Stored data entries
*-*-*
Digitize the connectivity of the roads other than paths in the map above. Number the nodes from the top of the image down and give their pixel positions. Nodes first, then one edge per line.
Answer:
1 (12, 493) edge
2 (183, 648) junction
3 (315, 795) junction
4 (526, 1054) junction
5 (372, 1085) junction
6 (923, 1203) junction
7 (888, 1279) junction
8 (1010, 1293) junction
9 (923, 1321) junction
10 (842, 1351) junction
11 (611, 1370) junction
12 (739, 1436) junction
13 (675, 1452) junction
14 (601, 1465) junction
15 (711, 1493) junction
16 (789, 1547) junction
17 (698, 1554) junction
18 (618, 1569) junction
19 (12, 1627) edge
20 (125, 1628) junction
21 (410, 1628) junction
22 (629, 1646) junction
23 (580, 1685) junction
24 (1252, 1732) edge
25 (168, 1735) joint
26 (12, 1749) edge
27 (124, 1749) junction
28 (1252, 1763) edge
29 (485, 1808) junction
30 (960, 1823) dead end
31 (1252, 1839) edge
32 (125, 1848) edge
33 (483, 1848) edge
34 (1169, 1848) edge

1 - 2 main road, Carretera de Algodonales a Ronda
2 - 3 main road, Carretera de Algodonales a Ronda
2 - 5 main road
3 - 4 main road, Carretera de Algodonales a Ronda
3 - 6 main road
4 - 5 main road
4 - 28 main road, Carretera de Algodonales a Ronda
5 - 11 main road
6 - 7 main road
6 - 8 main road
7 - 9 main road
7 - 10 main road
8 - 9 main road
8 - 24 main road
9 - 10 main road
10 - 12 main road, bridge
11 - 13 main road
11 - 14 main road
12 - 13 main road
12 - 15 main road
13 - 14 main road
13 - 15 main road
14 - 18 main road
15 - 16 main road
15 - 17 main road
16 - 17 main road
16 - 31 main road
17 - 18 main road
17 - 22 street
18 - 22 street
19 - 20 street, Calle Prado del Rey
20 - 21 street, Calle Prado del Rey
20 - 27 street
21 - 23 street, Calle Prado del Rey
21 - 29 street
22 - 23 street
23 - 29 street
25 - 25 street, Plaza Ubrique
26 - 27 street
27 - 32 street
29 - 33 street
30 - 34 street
*-*-*
## WHAT TO DO:
All lines of the entries containing the string "Ronda" must be shown in full.

## EXERCISE OUTPUT:
1 - 2 main road, Carretera de Algodonales a Ronda
2 - 3 main road, Carretera de Algodonales a Ronda
3 - 4 main road, Carretera de Algodonales a Ronda
4 - 28 main road, Carretera de Algodonales a Ronda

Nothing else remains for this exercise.